Thanksgiving week usually brings happy memories of holidays past, but 48 years ago today our nation mourned in stunned silence when a President was murdered. Jane Gittler, a Berwick native and long-time Bloomsburg resident was an 18 year old nursing student in Washington, DC in November of 1963. She recalls her experiences in the days following the assassination as she stood in line with thousands of others to see President Kennedy lying in state at the US Capitol.
Washington, D.C., November 22, 1963. I walked out of my chemistry midterm shortly after noon on that Friday. The director of the nursing school which I attended was crying in her white lacey handkerchief. She said that the President was shot. I knew that he and his wife were in Texas because I heard it on the radio while dressing for the day. In later years I experienced the same feeling that I did on 9/11. The United States was in danger. I was 18. He was 46.
It was sunny in Washington as it was in Texas. Looking out of the big windows of the school’s lobby it seemed as if life stopped. It probably did. No buses, no airplanes, little traffic. I suppose everyone retreated home. We watched the black and white TV to keep informed of what was happening and each time the announcer said that some plane or another was going to land at Andrews AFB or Washington National (there was no Reagan National then) we ran outside and tried to find it in the night skies.
I really don’t remember much about the next day, Saturday, but on Sunday my roommate and I took the city bus down to the steps of the US Capitol to watch and try to believe that this was real. We got there at 11 in the morning and the crowd was huge. We picked up three or four college boys (not hard to do) because they had a transistor radio turned up loud and we wanted to hear.
We saw the coffin being carried up the grand steps by the military and then Jackie, the children, the President and Mrs. Johnson and all the members of the Kennedy family as well as other dignitaries of the day. Although they were far away, we recognized them because of all the publicity of the Camelot years.
A sudden jolt hit the crowd as many radios spoke to us of another tragedy. That the man who killed the President was killed while being transferred to another jail. It was too much to process.
We were then organized by the police to proceed into the rotunda of the Capitol. We were let away from the building down many, many city blocks, maybe twenty, before they turned us around in the right direction.
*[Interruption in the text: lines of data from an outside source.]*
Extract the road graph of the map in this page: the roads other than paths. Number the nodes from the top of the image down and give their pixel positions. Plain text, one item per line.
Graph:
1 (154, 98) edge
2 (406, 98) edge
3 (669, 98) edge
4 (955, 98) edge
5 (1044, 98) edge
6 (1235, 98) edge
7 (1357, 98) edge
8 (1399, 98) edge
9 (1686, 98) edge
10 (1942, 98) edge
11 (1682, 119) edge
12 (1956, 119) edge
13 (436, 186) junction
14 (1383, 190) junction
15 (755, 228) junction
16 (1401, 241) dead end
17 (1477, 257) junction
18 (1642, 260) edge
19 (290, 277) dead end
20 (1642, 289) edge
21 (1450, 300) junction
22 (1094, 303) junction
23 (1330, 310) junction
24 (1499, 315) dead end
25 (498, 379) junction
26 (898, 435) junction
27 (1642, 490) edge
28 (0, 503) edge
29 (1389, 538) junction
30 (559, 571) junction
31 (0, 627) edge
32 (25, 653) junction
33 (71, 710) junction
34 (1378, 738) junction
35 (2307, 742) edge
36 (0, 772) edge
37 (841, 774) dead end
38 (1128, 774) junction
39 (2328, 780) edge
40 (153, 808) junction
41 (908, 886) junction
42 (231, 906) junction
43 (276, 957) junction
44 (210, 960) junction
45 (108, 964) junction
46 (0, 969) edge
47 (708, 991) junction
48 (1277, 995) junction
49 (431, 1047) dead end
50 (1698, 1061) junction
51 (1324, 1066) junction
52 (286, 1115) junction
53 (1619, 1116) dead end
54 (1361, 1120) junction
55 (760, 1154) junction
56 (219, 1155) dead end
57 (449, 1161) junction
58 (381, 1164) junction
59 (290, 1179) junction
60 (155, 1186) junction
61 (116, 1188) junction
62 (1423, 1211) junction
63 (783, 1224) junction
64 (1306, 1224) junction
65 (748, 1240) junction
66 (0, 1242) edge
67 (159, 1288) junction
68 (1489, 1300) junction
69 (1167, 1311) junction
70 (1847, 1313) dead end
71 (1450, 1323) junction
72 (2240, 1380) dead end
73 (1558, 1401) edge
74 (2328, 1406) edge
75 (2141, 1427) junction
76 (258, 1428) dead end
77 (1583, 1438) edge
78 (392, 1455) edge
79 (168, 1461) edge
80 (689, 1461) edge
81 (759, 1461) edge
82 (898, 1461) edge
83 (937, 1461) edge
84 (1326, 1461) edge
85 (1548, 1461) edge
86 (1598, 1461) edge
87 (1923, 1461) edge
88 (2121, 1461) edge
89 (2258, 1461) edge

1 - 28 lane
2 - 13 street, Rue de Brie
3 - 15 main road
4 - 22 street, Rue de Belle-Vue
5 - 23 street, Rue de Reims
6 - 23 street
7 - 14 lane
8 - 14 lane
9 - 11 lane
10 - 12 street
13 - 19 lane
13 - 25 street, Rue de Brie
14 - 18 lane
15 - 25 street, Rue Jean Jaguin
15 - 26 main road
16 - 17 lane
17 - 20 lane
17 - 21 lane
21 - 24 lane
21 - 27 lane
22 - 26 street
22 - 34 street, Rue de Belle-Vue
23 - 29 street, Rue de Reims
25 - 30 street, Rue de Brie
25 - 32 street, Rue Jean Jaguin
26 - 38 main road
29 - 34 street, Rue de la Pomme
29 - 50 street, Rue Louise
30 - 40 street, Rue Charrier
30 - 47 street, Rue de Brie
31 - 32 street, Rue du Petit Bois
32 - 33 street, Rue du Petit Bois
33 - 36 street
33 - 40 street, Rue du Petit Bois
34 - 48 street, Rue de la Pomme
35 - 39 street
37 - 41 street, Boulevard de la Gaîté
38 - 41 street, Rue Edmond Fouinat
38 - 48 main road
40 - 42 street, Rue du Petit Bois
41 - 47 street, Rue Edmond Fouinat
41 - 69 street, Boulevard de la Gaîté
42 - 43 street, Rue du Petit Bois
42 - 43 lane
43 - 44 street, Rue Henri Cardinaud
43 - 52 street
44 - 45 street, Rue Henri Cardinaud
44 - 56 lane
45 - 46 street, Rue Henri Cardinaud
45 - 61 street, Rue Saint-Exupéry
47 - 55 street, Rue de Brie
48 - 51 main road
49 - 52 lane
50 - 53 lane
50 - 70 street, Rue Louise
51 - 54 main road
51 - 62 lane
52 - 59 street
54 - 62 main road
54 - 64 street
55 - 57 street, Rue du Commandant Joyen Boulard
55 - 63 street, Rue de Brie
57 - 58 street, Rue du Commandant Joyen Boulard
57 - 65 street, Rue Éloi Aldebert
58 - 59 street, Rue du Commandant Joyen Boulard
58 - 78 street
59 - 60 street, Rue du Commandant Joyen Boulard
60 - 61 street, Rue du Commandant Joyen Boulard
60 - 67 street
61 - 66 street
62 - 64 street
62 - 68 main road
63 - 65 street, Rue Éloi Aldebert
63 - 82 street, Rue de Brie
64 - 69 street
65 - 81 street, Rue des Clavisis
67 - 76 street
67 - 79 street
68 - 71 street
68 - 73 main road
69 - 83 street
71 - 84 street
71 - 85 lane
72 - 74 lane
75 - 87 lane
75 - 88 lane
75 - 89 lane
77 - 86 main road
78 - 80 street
I don’t remember eating, drinking, or using sanitary facilities, maybe there were none. As I said previously, we got there at 11 AM and were allowed to pass the bier about ten minutes after midnight. I thought I would get into trouble because we had to be back to the dorm by 12. I didn’t care. I knew this was history. Later that same evening, the papers said that Jackie came back about 2 AM, alone, to pray.
When we returned the house mother said we were going to “get it.” I don’t know what we were going to get because we never got it.
Monday was the funeral. We watched that on a colored TV in the hospital. There were no TVs in our dorm rooms. Wednesday even I took a Greyhound bus back to my home in Berwick, Pennsylvania for Thanksgiving. I was 18 and He was 46. The world had changed.
Author: Jane Gittler is a Berwick native and was a long time Bloomsburg resident. She is currently CEO of Columbia Montour Home Health and Hospice, part of the Bloomsburg Health System.
Photo Credit: This unattributed photograph was sourced from Wikimedia Commons and is in the Public Domain.
Interesting personal perspective on America’s darkest day.
Thank you, Jane for this great reflection … having a chance to hear about an event like this from someone who experienced it first hand is truly a gift.
Yes… 2 days I will never forget! I was out of the country and feeling very lonely in 1963! I was a student in Holland when I heard the news. Then, on 9/11, I was on vacation in the very same place when the attack on the World Trade center was reported. Never forget the feelings!